「私は見ての通り、こういう存在だ」
容姿は単刀直入にいって四足歩行のケモノである。
長いマズルや遠吠えを披露するところはイヌ科のそれを連想させるが、骨格はライオンなどのネコ科に近いものがある。肩や脚には彼の一族に伝わる魔除けとしてイレズミが刻まれており、尻尾の先には炎がともされている。
「好きなように呼んでくれ」
「VII」本編での記念すべき初登場は序盤の山場、神羅ビルにて。実験サンプルとして神羅に捕らわれているところを主人公のクラウド一行と出会い、成り行きで同行することになる。
この時クラウド達に自らを「レッドXIII」と紹介している。キャラクターとしてのデフォルト名も「レッドXIII」であるが、これはあくまで宝条に付けられた無機質な番号であるため熱心なファンには好まれないことが多く、ファンの間では概ね本名である「ナナキ」で定着している。
どういった経路で神羅に捕らわれたのか、サンプルとしてどの様な生活を強いられていたか、詳しい詳細は劇中で語られていないが、後に「オイラ、宝条にはいろいろウラミがあるからね!」と語っていることからロクでもない扱いを受けていたことは確かだろう。
「実に興味ぶかい話だ・・・・・・」
クールで思慮深い大人なキャラクター。

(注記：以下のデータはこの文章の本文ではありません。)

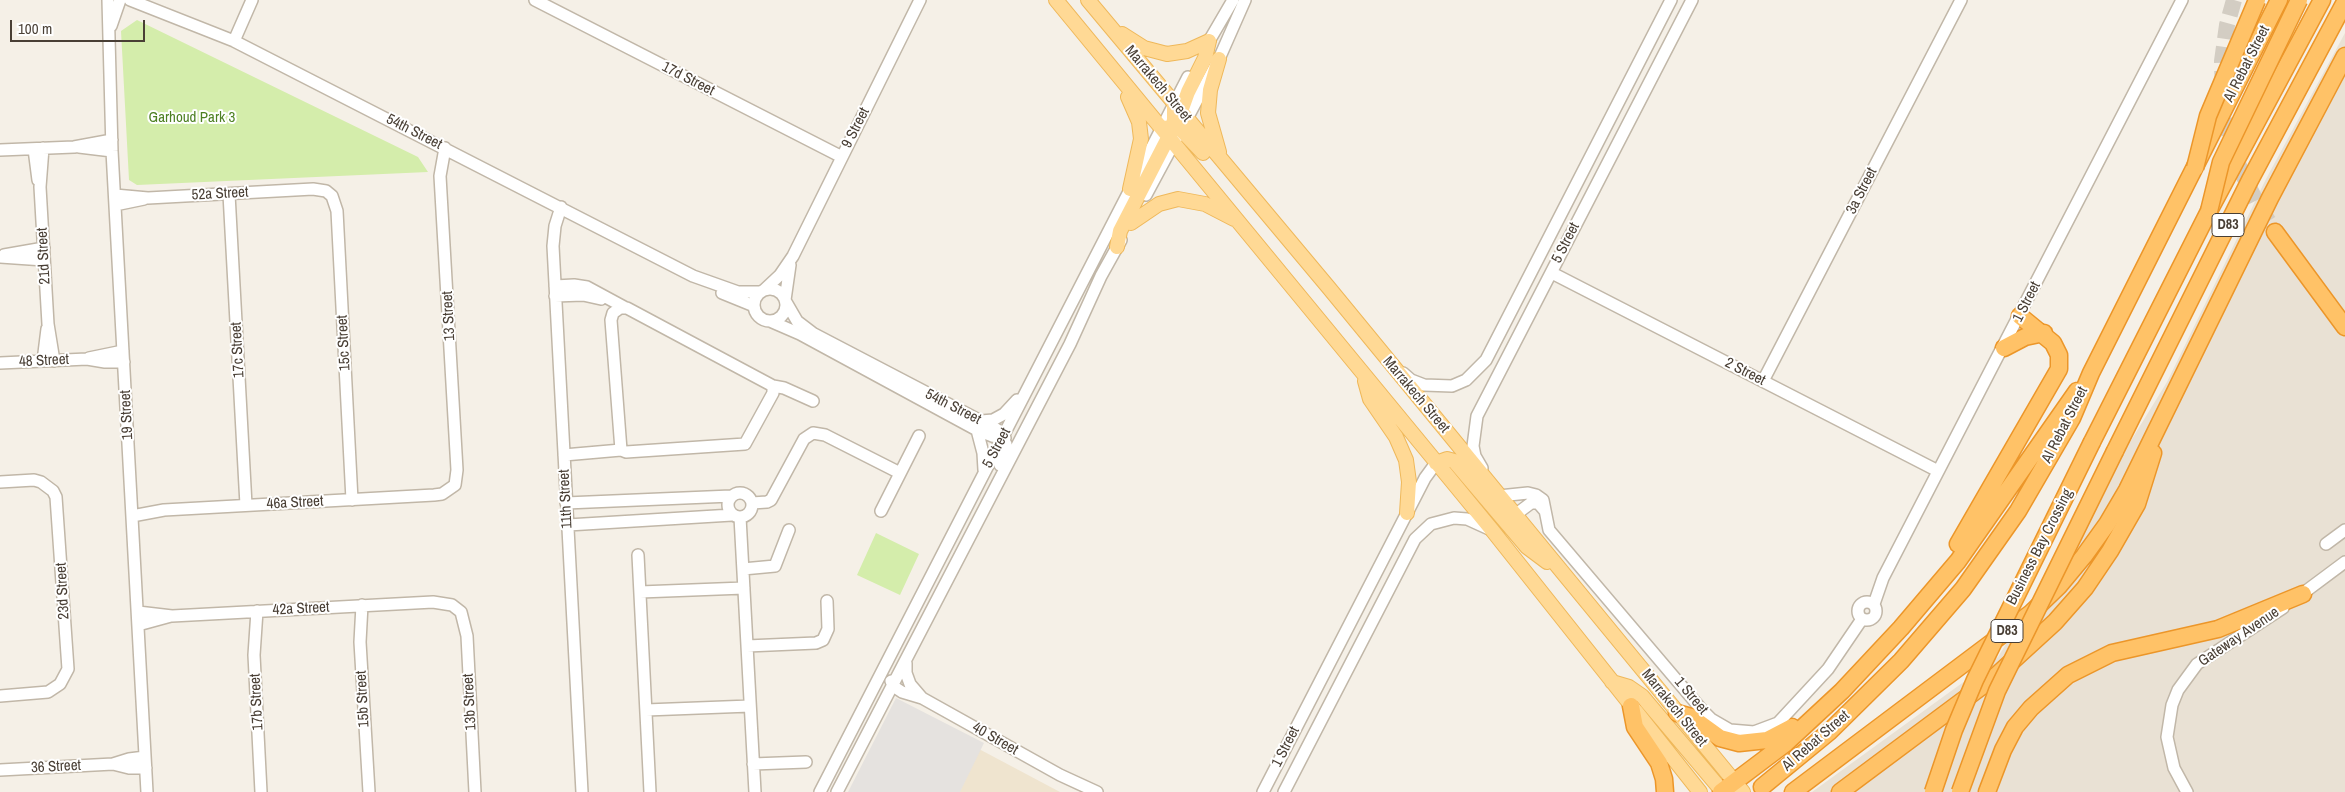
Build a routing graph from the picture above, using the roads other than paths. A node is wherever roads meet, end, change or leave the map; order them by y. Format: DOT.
graph roads {
  1 [pos="108,0"];
  2 [pos="120,0"];
  3 [pos="130,0"];
  4 [pos="252,0"];
  5 [pos="535,0"];
  6 [pos="920,0"];
  7 [pos="1056,0"];
  8 [pos="1088,0"];
  9 [pos="1233,0"];
  10 [pos="1245,0"];
  11 [pos="1671,0"];
  12 [pos="1692,0"];
  13 [pos="1962,0"];
  14 [pos="2182,0"];
  15 [pos="2257,0"];
  16 [pos="2279,0"];
  17 [pos="2299,0"];
  18 [pos="2322,0"];
  19 [pos="2345,2"];
  20 [pos="1109,25"];
  21 [pos="1082,33"];
  22 [pos="108,38"];
  23 [pos="234,41"];
  24 [pos="1209,41"];
  25 [pos="2345,56"];
  26 [pos="1219,60"];
  27 [pos="1122,82"];
  28 [pos="1175,124"];
  29 [pos="112,145"];
  30 [pos="39,148"];
  31 [pos="0,150"];
  32 [pos="450,151"];
  33 [pos="842,157"];
  34 [pos="1222,162"];
  35 [pos="2195,168"];
  36 [pos="1130,189"];
  37 [pos="326,191"];
  38 [pos="229,194"];
  39 [pos="1252,199"];
  40 [pos="1569,199"];
  41 [pos="115,200"];
  42 [pos="557,205"];
  43 [pos="1584,209"];
  44 [pos="2209,211"];
  45 [pos="1239,220"];
  46 [pos="1131,223"];
  47 [pos="2275,232"];
  48 [pos="1117,247"];
  49 [pos="44,248"];
  50 [pos="0,256"];
  51 [pos="793,256"];
  52 [pos="44,260"];
  53 [pos="1552,272"];
  54 [pos="693,276"];
  55 [pos="555,291"];
  56 [pos="762,291"];
  57 [pos="785,301"];
  58 [pos="754,306"];
  59 [pos="624,307"];
  60 [pos="613,313"];
  61 [pos="2020,316"];
  62 [pos="770,321"];
  63 [pos="2345,327"];
  64 [pos="2044,334"];
  65 [pos="2004,348"];
  66 [pos="123,356"];
  67 [pos="1383,356"];
  68 [pos="48,361"];
  69 [pos="0,364"];
  70 [pos="2091,373"];
  71 [pos="1364,376"];
  72 [pos="1764,381"];
  73 [pos="773,386"];
  74 [pos="1026,392"];
  75 [pos="813,401"];
  76 [pos="2164,418"];
  77 [pos="978,426"];
  78 [pos="1024,434"];
  79 [pos="919,436"];
  80 [pos="1003,438"];
  81 [pos="621,450"];
  82 [pos="564,454"];
  83 [pos="1436,463"];
  84 [pos="1938,471"];
  85 [pos="984,472"];
  86 [pos="900,473"];
  87 [pos="0,482"];
  88 [pos="455,484"];
  89 [pos="1496,493"];
  90 [pos="731,496"];
  91 [pos="352,500"];
  92 [pos="618,501"];
  93 [pos="566,503"];
  94 [pos="752,503"];
  95 [pos="246,506"];
  96 [pos="881,511"];
  97 [pos="132,512"];
  98 [pos="1546,512"];
  99 [pos="1407,513"];
  100 [pos="736,516"];
  101 [pos="1515,516"];
  102 [pos="618,522"];
  103 [pos="568,525"];
  104 [pos="789,530"];
  105 [pos="1492,530"];
  106 [pos="2345,530"];
  107 [pos="2326,544"];
  108 [pos="638,555"];
  109 [pos="2345,562"];
  110 [pos="954,567"];
  111 [pos="1559,568"];
  112 [pos="743,569"];
  113 [pos="933,574"];
  114 [pos="744,588"];
  115 [pos="640,592"];
  116 [pos="2303,594"];
  117 [pos="1927,596"];
  118 [pos="827,601"];
  119 [pos="358,606"];
  120 [pos="138,612"];
  121 [pos="253,612"];
  122 [pos="461,612"];
  123 [pos="172,616"];
  124 [pos="138,625"];
  125 [pos="747,646"];
  126 [pos="906,662"];
  127 [pos="1611,682"];
  128 [pos="893,686"];
  129 [pos="1842,691"];
  130 [pos="0,696"];
  131 [pos="922,698"];
  132 [pos="750,706"];
  133 [pos="1631,706"];
  134 [pos="646,710"];
  135 [pos="1677,713"];
  136 [pos="806,762"];
  137 [pos="145,763"];
  138 [pos="753,764"];
  139 [pos="1871,769"];
  140 [pos="0,770"];
  141 [pos="1762,787"];
  142 [pos="1729,790"];
  143 [pos="147,792"];
  144 [pos="262,792"];
  145 [pos="369,792"];
  146 [pos="475,792"];
  147 [pos="582,792"];
  148 [pos="650,792"];
  149 [pos="755,792"];
  150 [pos="820,792"];
  151 [pos="837,792"];
  152 [pos="1097,792"];
  153 [pos="1263,792"];
  154 [pos="1284,792"];
  155 [pos="1665,792"];
  156 [pos="1700,792"];
  157 [pos="1792,792"];
  158 [pos="1840,792"];
  159 [pos="1854,792"];
  160 [pos="1933,792"];
  161 [pos="1960,792"];
  162 [pos="1987,792"];
  163 [pos="2187,792"];
  1 -- 22 [label="street, 19 Street"];
  2 -- 22 [label="street, 19 Street"];
  3 -- 23 [label="street, 54th Street"];
  4 -- 23 [label="street"];
  5 -- 33 [label="street, 17d Street"];
  6 -- 33 [label="street, 9 Street"];
  7 -- 21 [label="main road, Marrakech Street"];
  8 -- 20 [label="main road, Marrakech Street"];
  9 -- 24 [label="street"];
  10 -- 26 [label="street"];
  11 -- 40 [label="street, 5 Street"];
  12 -- 43 [label="street, 5 Street"];
  13 -- 72 [label="street, 3a Street"];
  14 -- 61 [label="street, 1 Street"];
  15 -- 35 [label="highway, bridge"];
  16 -- 35 [label="highway, Al Rebat Street"];
  17 -- 44 [label="highway, bridge"];
  18 -- 44 [label="highway, D83"];
  19 -- 161 [label="highway, Business Bay Crossing / D83, bridge"];
  20 -- 24 [label="main road"];
  20 -- 28 [label="main road, Marrakech Street"];
  21 -- 27 [label="main road, Marrakech Street"];
  21 -- 28 [label="main road"];
  22 -- 29 [label="street, 19 Street"];
  23 -- 32 [label="street, 54th Street"];
  24 -- 28 [label="main road"];
  25 -- 76 [label="highway, Al Rebat Street / D83"];
  26 -- 28 [label="street"];
  26 -- 34 [label="main road"];
  27 -- 28 [label="main road, Marrakech Street"];
  27 -- 36 [label="main road"];
  28 -- 34 [label="main road, Marrakech Street"];
  28 -- 36 [label="street, 5 Street"];
  28 -- 39 [label="main road"];
  28 -- 45 [label="main road, Marrakech Street"];
  28 -- 46 [label="street, 5 Street"];
  28 -- 48 [label="main road"];
  29 -- 30 [label="street"];
  29 -- 41 [label="street, 19 Street"];
  30 -- 31 [label="street"];
  30 -- 49 [label="street, 21d Street"];
  32 -- 42 [label="street, 54th Street"];
  32 -- 88 [label="street, 13 Street"];
  33 -- 51 [label="street, 9 Street"];
  34 -- 39 [label="main road, Marrakech Street"];
  35 -- 70 [label="highway, Al Rebat Street"];
  36 -- 74 [label="street, 5 Street"];
  37 -- 38 [label="street, 52a Street"];
  37 -- 91 [label="street, 15c Street"];
  38 -- 41 [label="street, 52a Street"];
  38 -- 95 [label="street, 17c Street"];
  39 -- 67 [label="main road, Marrakech Street"];
  40 -- 43 [label="street"];
  40 -- 67 [label="street, 5 Street"];
  41 -- 66 [label="street, 19 Street"];
  42 -- 54 [label="street, 54th Street"];
  42 -- 55 [label="street, 11th Street"];
  43 -- 53 [label="street, 5 Street"];
  44 -- 160 [label="highway, Business Bay Crossing / D83, bridge"];
  45 -- 46 [label="main road"];
  45 -- 71 [label="main road, Marrakech Street"];
  46 -- 48 [label="street, 5 Street"];
  47 -- 63 [label="highway"];
  48 -- 78 [label="street, 5 Street"];
  49 -- 50 [label="street"];
  49 -- 52 [label="street, 21d Street"];
  50 -- 52 [label="street"];
  51 -- 56 [label="street, 9 Street"];
  51 -- 57 [label="street, 9 Street"];
  52 -- 68 [label="street, 21d Street"];
  53 -- 72 [label="street, 2 Street"];
  53 -- 89 [label="street, 5 Street"];
  54 -- 56 [label="street, 54th Street"];
  54 -- 58 [label="street, 54th Street"];
  55 -- 59 [label="street"];
  55 -- 60 [label="street"];
  55 -- 82 [label="street, 11th Street"];
  56 -- 57 [label="street"];
  56 -- 58 [label="street"];
  57 -- 62 [label="street"];
  57 -- 77 [label="street, 54th Street"];
  58 -- 62 [label="street"];
  59 -- 60 [label="street"];
  59 -- 73 [label="street"];
  60 -- 81 [label="street"];
  61 -- 64 [label="highway"];
  61 -- 65 [label="street, 1 Street"];
  62 -- 77 [label="street, 54th Street"];
  64 -- 65 [label="highway"];
  64 -- 117 [label="highway"];
  65 -- 84 [label="street, 1 Street"];
  66 -- 68 [label="street, 48 Street"];
  66 -- 97 [label="street, 19 Street"];
  67 -- 89 [label="main road, Marrakech Street"];
  68 -- 69 [label="street, 48 Street"];
  70 -- 117 [label="highway"];
  70 -- 141 [label="highway, Al Rebat Street"];
  71 -- 83 [label="main road, Marrakech Street"];
  71 -- 99 [label="main road"];
  72 -- 84 [label="street, 2 Street"];
  73 -- 75 [label="street"];
  73 -- 81 [label="street"];
  74 -- 77 [label="street"];
  74 -- 80 [label="street, 5 Street"];
  76 -- 139 [label="highway"];
  76 -- 157 [label="highway, Al Rebat Street / D83"];
  77 -- 80 [label="street, 54th Street"];
  77 -- 85 [label="street"];
  78 -- 80 [label="street"];
  78 -- 110 [label="street, 5 Street"];
  79 -- 86 [label="street"];
  80 -- 85 [label="street, 5 Street"];
  80 -- 110 [label="street"];
  81 -- 82 [label="street"];
  82 -- 93 [label="street, 11th Street"];
  83 -- 99 [label="street, 1 Street"];
  83 -- 105 [label="main road, Marrakech Street"];
  83 -- 111 [label="main road"];
  84 -- 98 [label="street, 1 Street"];
  85 -- 113 [label="street, 5 Street"];
  86 -- 94 [label="street"];
  86 -- 96 [label="street"];
  87 -- 130 [label="street, 23d Street"];
  88 -- 91 [label="street, 46a Street"];
  89 -- 98 [label="street, 1 Street"];
  89 -- 101 [label="main road, Marrakech Street"];
  90 -- 92 [label="street"];
  90 -- 94 [label="street"];
  90 -- 100 [label="street"];
  91 -- 95 [label="street, 46a Street"];
  92 -- 93 [label="street"];
  92 -- 102 [label="street"];
  93 -- 103 [label="street, 11th Street"];
  94 -- 100 [label="street"];
  95 -- 97 [label="street, 46a Street"];
  97 -- 120 [label="street, 19 Street"];
  98 -- 101 [label="street"];
  99 -- 153 [label="street, 1 Street"];
  100 -- 102 [label="street"];
  100 -- 112 [label="street"];
  101 -- 111 [label="main road, Marrakech Street"];
  102 -- 103 [label="street"];
  103 -- 147 [label="street, 11th Street"];
  104 -- 112 [label="street"];
  105 -- 127 [label="main road, Marrakech Street"];
  105 -- 154 [label="street, 1 Street"];
  106 -- 107 [label="street"];
  108 -- 115 [label="street"];
  109 -- 116 [label="street, Gateway Avenue"];
  110 -- 126 [label="street, 5 Street"];
  111 -- 135 [label="main road, Marrakech Street"];
  112 -- 114 [label="street"];
  113 -- 128 [label="street"];
  113 -- 150 [label="street, 5 Street"];
  114 -- 115 [label="street"];
  114 -- 125 [label="street"];
  115 -- 134 [label="street"];
  116 -- 162 [label="highway"];
  116 -- 163 [label="street, Gateway Avenue"];
  117 -- 129 [label="highway"];
  118 -- 125 [label="street"];
  119 -- 121 [label="street, 42a Street"];
  119 -- 122 [label="street, 42a Street"];
  119 -- 145 [label="street, 15b Street"];
  120 -- 123 [label="street, 42a Street"];
  120 -- 124 [label="street, 19 Street"];
  121 -- 123 [label="street, 42a Street"];
  121 -- 144 [label="street, 17b Street"];
  122 -- 146 [label="street, 13b Street"];
  123 -- 124 [label="street"];
  124 -- 137 [label="street, 19 Street"];
  125 -- 132 [label="street"];
  126 -- 128 [label="street, 5 Street"];
  126 -- 131 [label="street"];
  127 -- 133 [label="main road, Marrakech Street"];
  127 -- 142 [label="main road"];
  128 -- 131 [label="street, 40 Street"];
  128 -- 151 [label="street, 5 Street"];
  129 -- 135 [label="highway"];
  129 -- 142 [label="highway"];
  131 -- 152 [label="street, 40 Street"];
  132 -- 134 [label="street"];
  132 -- 138 [label="street"];
  133 -- 155 [label="highway"];
  133 -- 156 [label="main road, Marrakech Street"];
  134 -- 148 [label="street"];
  135 -- 142 [label="main road, Marrakech Street"];
  136 -- 138 [label="street"];
  137 -- 140 [label="street, 36 Street"];
  137 -- 143 [label="street, 19 Street"];
  138 -- 149 [label="street"];
  139 -- 158 [label="highway"];
  139 -- 159 [label="highway"];
}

普通、初見プレイヤーは彼をこのように捉えると思う。
取説にも年齢が48と記されており、主要キャラの中でもブッチギリの年長者であるのもこういった先入観を裏付ける要因の一つであったと思われる。
立て続けに乾いた台詞を言い放つことから、これらの彼の言動を「渋い!」「カッコイイ!」と受け取ることができなかった人には「とっつきにくいお堅いキャラ」という負の印象を与えてしまったかもしれない。しかしそんなイメージも早々と吹っ飛ぶことになる。
徐々に剥がれ落ちる化けの皮
「・・・・・・・・・・・・・・・じっちゃん」
神羅ビルで彼自身の口から唐突にこぼれる一言である。初登場からのクールな印象を覆すいきなりな発言に、パーティー参入早々多くのプレイヤーの心に大きな疑問符を抱かせることになるのである。
「なに、バレることはないだろう」
数々のイベントを跨いで、先の「じっちゃん」発言のショックからプレイヤーがようやく立ち直り始めた矢先。クラウド一行は変装することで神羅の運搬船に潜り込み、別の大陸へと旅立つことになった。
みんな見事な変装で敵の目をかいくぐり順調に旅を続けていた。
途中、ティファが軍服に身を包みながら自分の生い立ちを憂うという、
ちょっと泣ける小話なんかをはさんでしんみりしていたその時である。
プレイヤーの前に異様な光景が舞い込んで来るのである。
「二本足で立つのもむずかしいものだな・・・・・・」
ナナキである。
当然彼も変装していることになるのだが、先述どおり、彼は人間とはかけ離れた外見を持っている。
おかげで足はよたよた、尻尾丸出しという有様。にも関わらず、当の本人は自信満々で人間になりきっているのである。
「この服を着るだけで、どこから見ても立派な人間だろう?」
どう見ても人間じゃありません。本当にありがとうございました。
これらのエピソードから少なくとも彼を「正統派二枚目キャラ」と見る人はいなくなったと思われる。
「普段は二枚目だが、所々でギャグをかましてくれるちょっとおいしい立ち位置」、
そんな風に考えていた時期が俺にもありました。
真実は我々の予想のはるか斜め上に存在したのである。
「ただいま~!ナナキ、帰りました~」
故郷コスモキャニオンに到着した「レッドXIII」が開口一番放つ台詞がこれである。
全プレイヤーが目を疑ったであろう。なんとレッドXIIIの正体はちょっと背伸びがしたかった人間年齢15、6歳なオイラっ子だったのである。この様な結末を誰が予想しただろうか。
15、6ってレベルじゃねーぞ!な幼児退行ぶりは大半の正常なプレイヤーをドン引きさせたが、それと同時に一部の人間の中に何かが芽生えたのである。
「なにこれかわいい!!!」
最後に
この他に類を見ない強烈なギャップはFFVII発売から10数年経った今でも評価され、根強いファンが存在するに至る。
ただ、ケモノキャラの宿命か(「主要なケモノ<<<<<<<越えられない壁<<<<<<<イケメンな脇役」という腐った需要)外伝作品での扱いは総じて最悪である。そんな中、彼を主役としたシナリオが描かれている小説「On the Way to a Smile」は異例の扱いといえる。もし「何それ知らない。」というナナキファンがいればオススメしておきたい作品である。